OVERKILL - MARVEL UK'S FORGOTTEN TREASURE TROVE

Nostalgia does strange things to you, especially when you're prone to browsing Ebay for retro goodies to add to the backdrop for my YouTube channel. When I came across a wealth of issues of OVERKILL, the seemingly forgotten Marvel UK anthology comic from the early 1990s, a lot of happy memories came back. The thing is, while my memory has undoubtedly been coloured by nostalgia, the Overkill comics hold up well. 

Kicking off in April 1992, right in the comics boom prior to the speculator crash that plagued the later 90s scene, Overkill presented a revolving selection of strips, usually five per issue, covering science fiction, fantasy, superheroes and more. 

While very much a Marvel product, its darker, punky tone felt more akin to 2000AD rather than the core of Marvel product that audiences were used to.

In an attempt to connect the comic to the wider Marvel Universe, outside characters were brought in. death's Head, the bounty hunter who used to be in the backup strips in the UK Transformers comics in the eighties, came back as Death's Head II with a new look and even more attitude. He was used as something of a figurehead for Overkill for a while, with mixed results (but consistently entertaining results, nonetheless).

The core strips of the comic included Hell's Angel (soon to be renamed Dark Angel), Warheads, Knights of Pendragon, Digitek and the anarchic cyberpunk action of Motormouth and Killpower. The fully-painted artwork that graced Digitek made it stick out from the other strips like a sore thumb visually, but thematically it fit perfectly. 
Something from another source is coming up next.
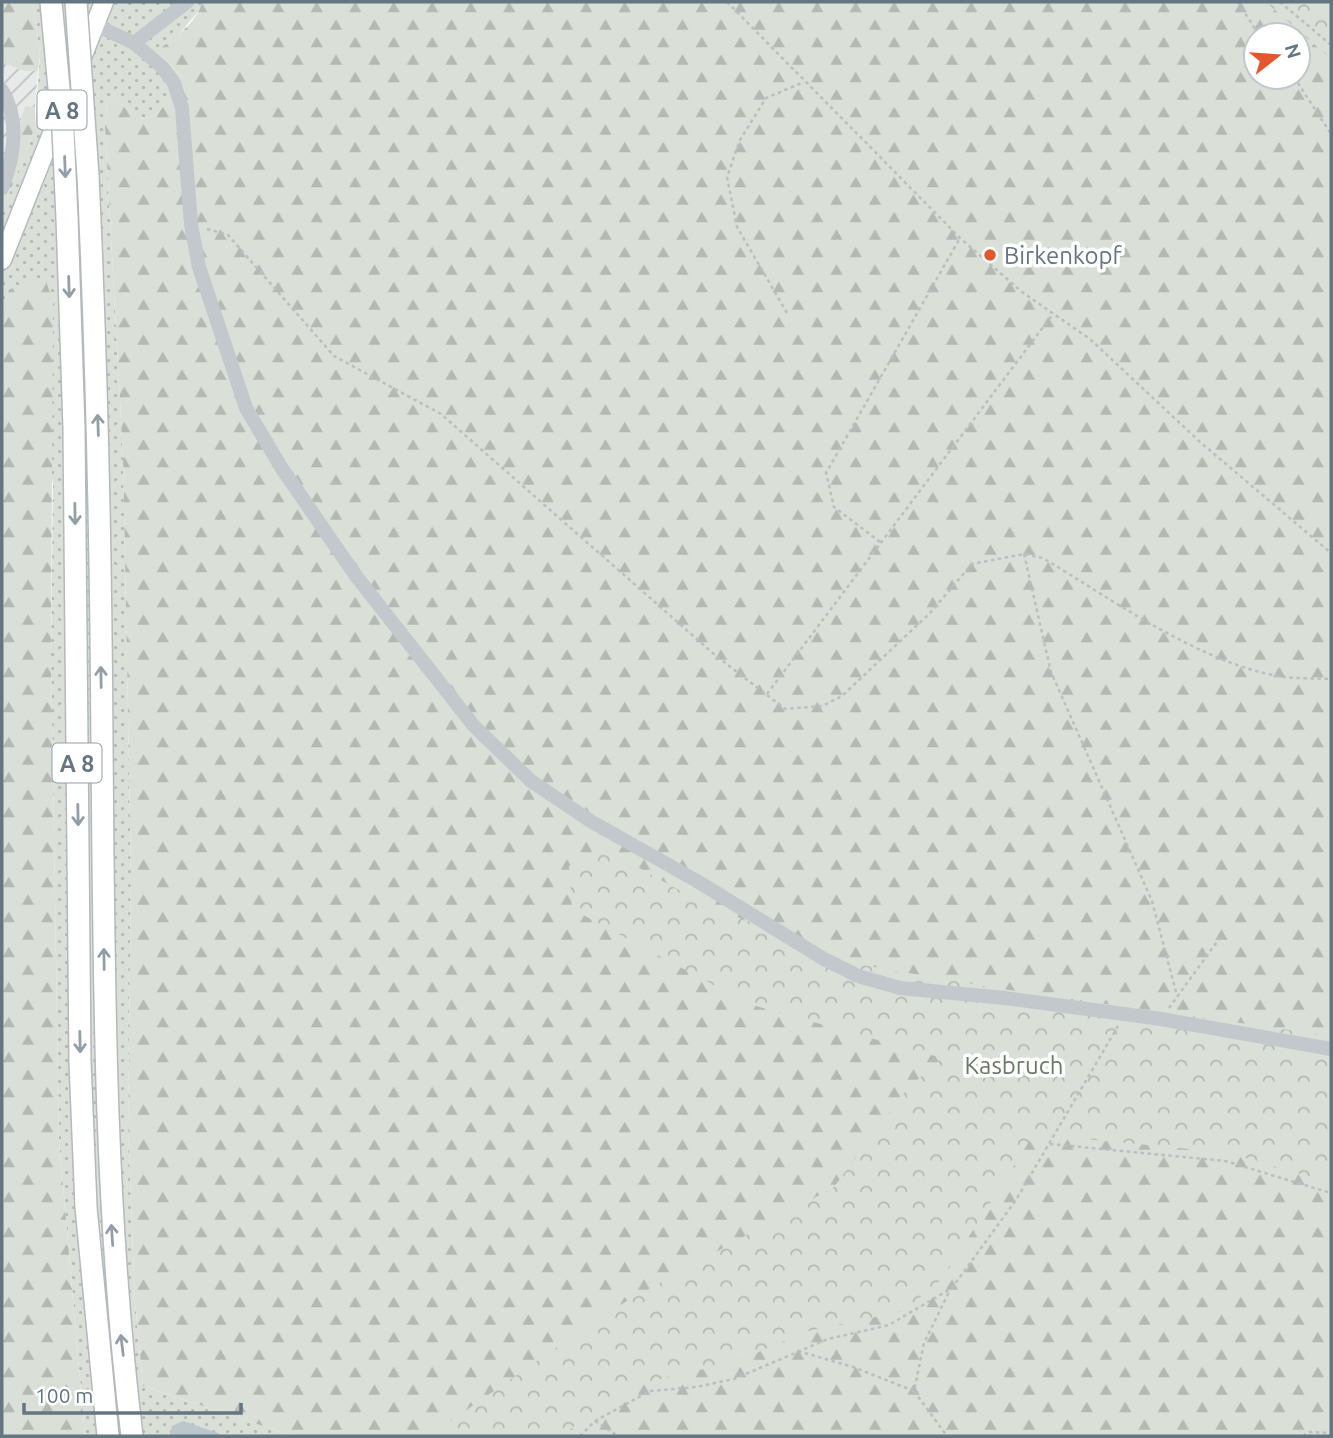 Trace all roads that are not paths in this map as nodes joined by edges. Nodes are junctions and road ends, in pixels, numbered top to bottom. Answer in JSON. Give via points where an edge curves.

For me as a fan from the start, the comic began to go off the rails with the inclusion of the X-men. I totally get it that Marvel UK wanted to get in on the action at the height of the X-Men's 90s explosion of popularity, but once they showed up in Overkill, it felt like the focus shifted from new and original characters to it just being a poor relation of the US X-titles. 

The X-men's appearances in Overkill were never seen as canon if I remember rightly (I may not, tbh), which to me made the rest of the Marvel UK characters also feel like they weren't canon either. I'd have preferred it if Xavier's merry mutants hadn't shown up at all. Overkill wasn't theirs, or at least that's how I felt at the time.


Overkill lasted 52 issues and ended in the summer of 1994. I miss finding out what was going to happen next to the strange yet compelling cast of characters that I'd grown to love. I find it a shame that those characters are largely forgotten now (despite their brief resurgence in marvel's 2014 Revolutionary War title) as I think audiences would get a kick out of them. 

I do recommend you check out some Overkill issues if you come across them, or at least check out some of the art from the title online. It may not have lasted the same as 2000AD, which it so desperately wanted to be, but for a time it did carve out its own unique niche in the market, and its own niche in my mind as a big influence.

But yeah, nostalgia does strange things.